*** DATA EXTRACT ***

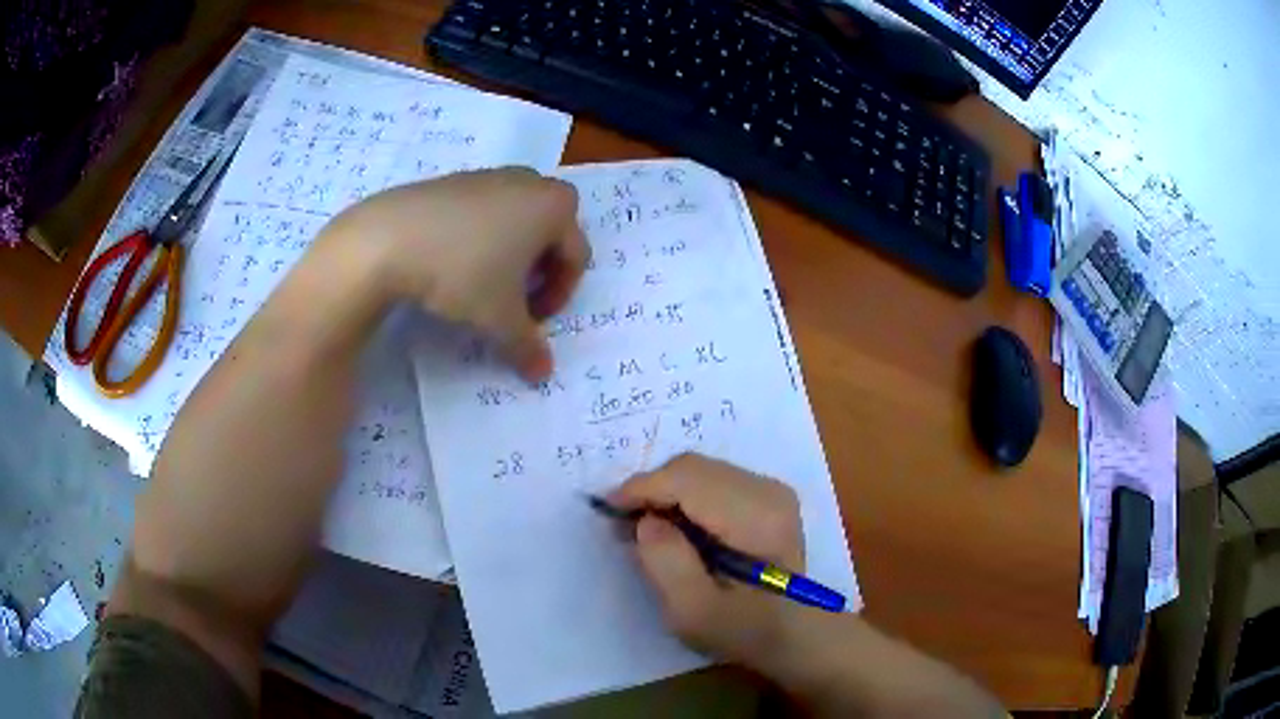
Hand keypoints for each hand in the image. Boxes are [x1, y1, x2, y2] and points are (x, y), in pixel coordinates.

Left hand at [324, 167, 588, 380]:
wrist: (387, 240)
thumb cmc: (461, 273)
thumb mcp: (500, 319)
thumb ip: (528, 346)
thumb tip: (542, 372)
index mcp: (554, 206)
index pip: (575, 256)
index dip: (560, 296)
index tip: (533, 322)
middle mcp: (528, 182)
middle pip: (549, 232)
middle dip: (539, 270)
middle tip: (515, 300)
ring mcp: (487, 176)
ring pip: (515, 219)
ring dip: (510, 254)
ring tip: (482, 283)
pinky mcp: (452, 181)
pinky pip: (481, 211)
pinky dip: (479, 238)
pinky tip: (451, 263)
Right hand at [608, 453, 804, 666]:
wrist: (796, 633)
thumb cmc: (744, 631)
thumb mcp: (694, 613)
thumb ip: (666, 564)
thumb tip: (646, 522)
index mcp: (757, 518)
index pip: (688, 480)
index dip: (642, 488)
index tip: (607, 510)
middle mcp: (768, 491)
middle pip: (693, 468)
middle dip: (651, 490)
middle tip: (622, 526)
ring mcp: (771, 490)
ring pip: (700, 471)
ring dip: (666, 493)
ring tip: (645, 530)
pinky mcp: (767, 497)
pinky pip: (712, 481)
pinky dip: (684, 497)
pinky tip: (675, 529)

***
*** DATA EXTRACT ***

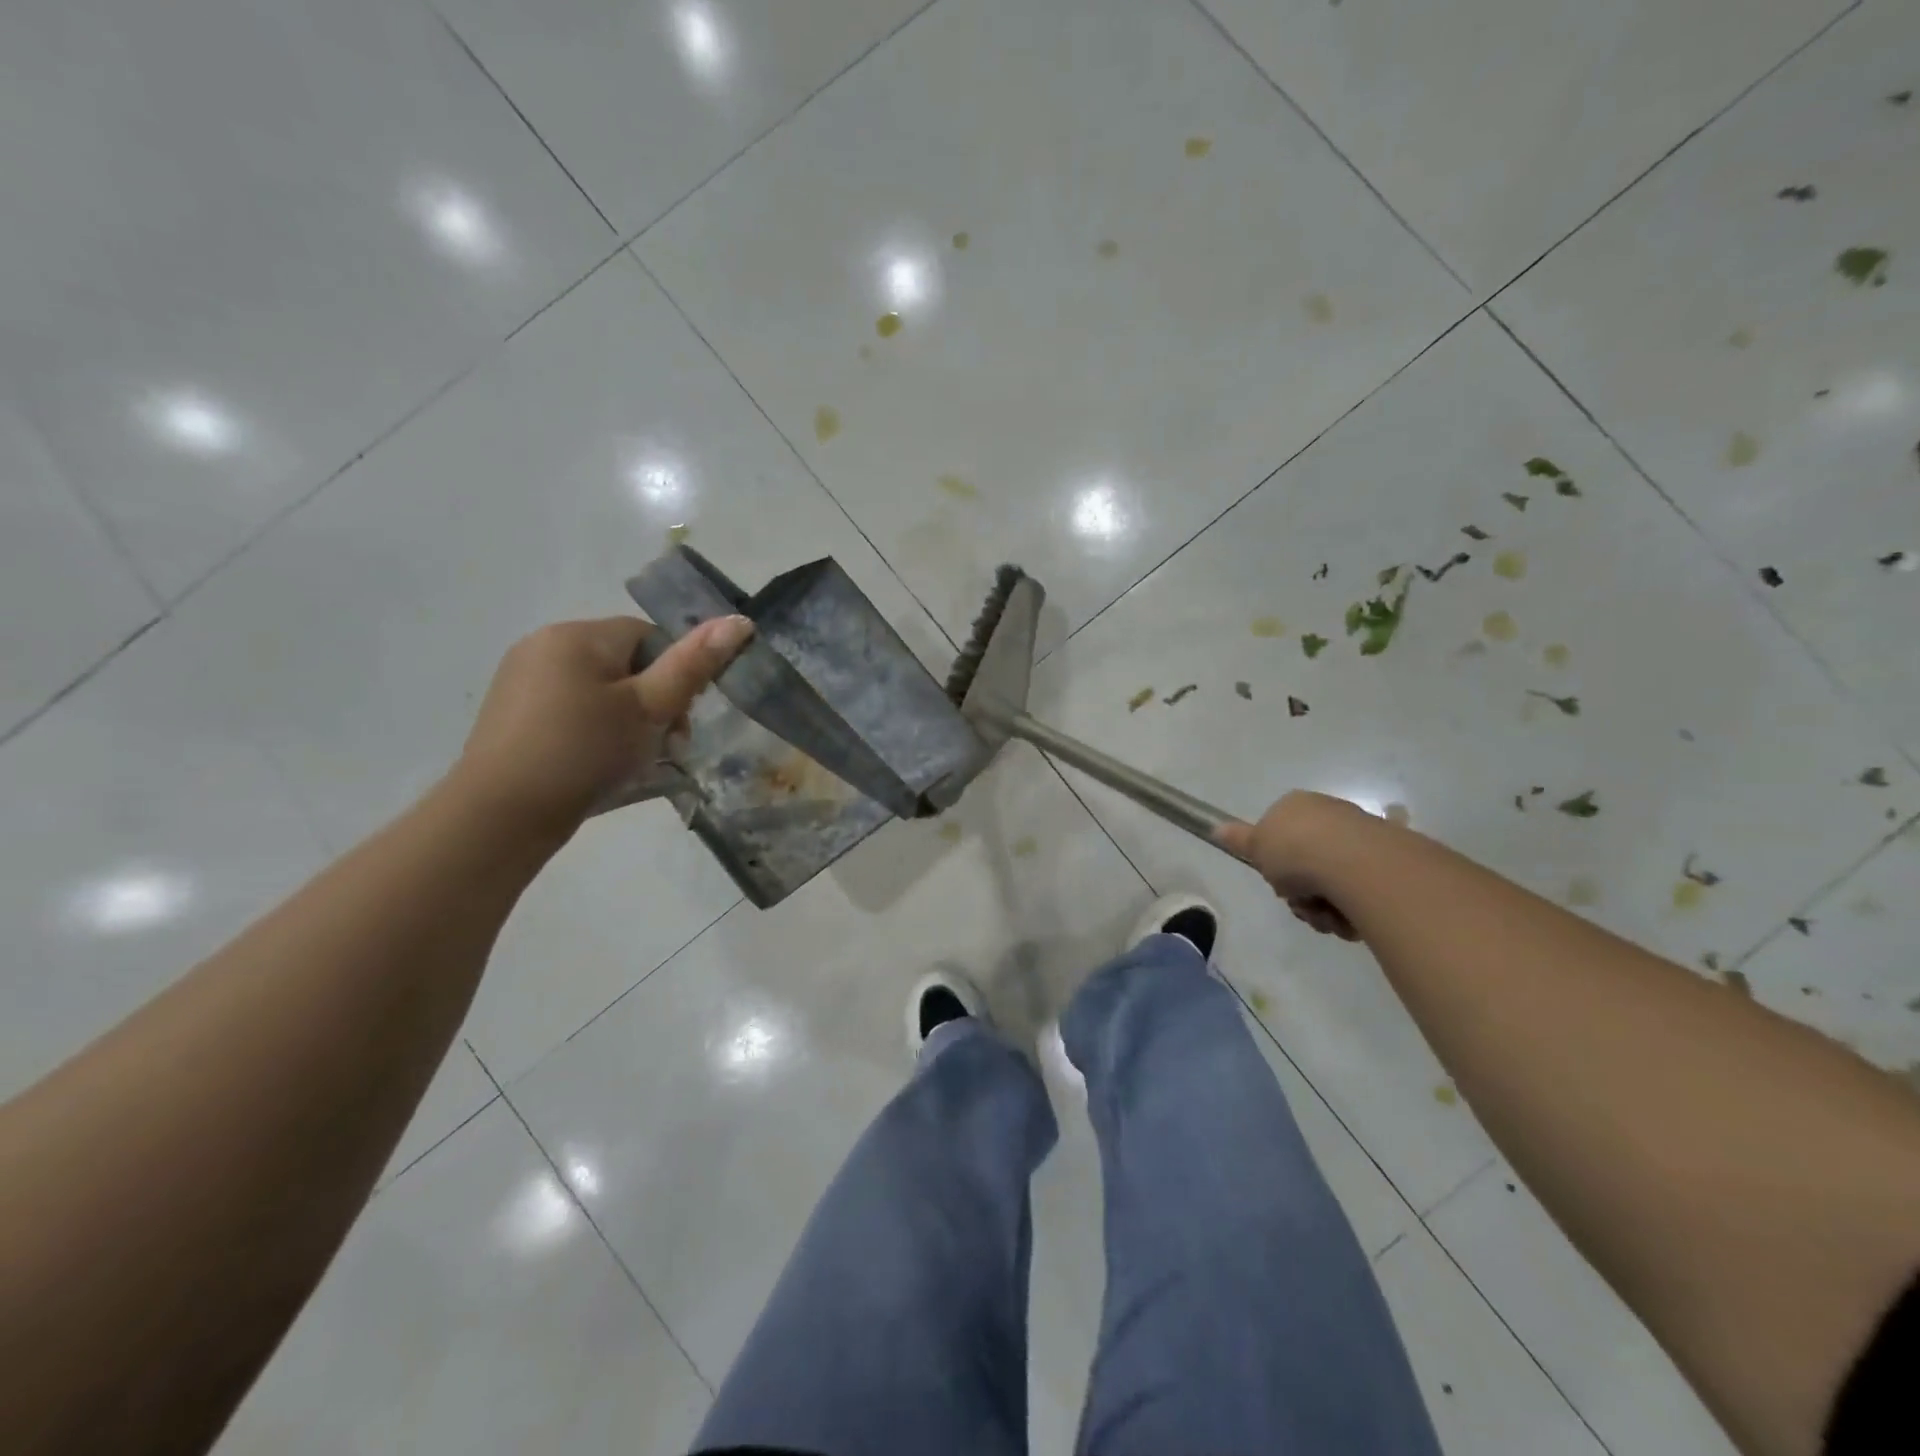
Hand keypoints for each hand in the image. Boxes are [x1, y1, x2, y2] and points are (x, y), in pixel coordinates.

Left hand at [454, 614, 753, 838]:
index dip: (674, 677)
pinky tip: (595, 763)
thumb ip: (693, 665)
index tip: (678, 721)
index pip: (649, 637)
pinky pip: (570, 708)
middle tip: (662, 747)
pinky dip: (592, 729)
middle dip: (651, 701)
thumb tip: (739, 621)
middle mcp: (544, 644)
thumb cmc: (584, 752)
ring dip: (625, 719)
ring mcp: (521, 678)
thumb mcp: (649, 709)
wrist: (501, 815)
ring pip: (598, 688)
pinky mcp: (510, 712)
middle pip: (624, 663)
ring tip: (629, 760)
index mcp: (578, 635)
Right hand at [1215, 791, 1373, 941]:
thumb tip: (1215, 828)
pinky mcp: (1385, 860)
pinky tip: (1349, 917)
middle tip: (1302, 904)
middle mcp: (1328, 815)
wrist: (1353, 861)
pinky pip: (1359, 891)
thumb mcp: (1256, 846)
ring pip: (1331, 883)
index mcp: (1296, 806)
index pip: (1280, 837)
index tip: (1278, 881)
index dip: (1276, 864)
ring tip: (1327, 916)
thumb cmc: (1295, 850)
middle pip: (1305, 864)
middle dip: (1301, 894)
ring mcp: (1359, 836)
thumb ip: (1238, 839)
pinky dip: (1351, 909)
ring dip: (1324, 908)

***

§ **EXERCISE**
For each line in the entries that holds "hand", return that line.

§ **TASK OUTPUT**
Hand keypoints for each hand in the image. Boxes are [x1, y1, x2, y2] and points are (x, y), in pixel coordinates.
Left hand at [324, 167, 588, 380]:
Right hand at [608, 453, 804, 666]:
Hand keypoints for each hand in the image. Boxes are [x1, y1, x2, y2] and points are (x, y), in pixel coordinates.
Left hand at [454, 614, 753, 838]:
Right hand at [1215, 791, 1373, 941]:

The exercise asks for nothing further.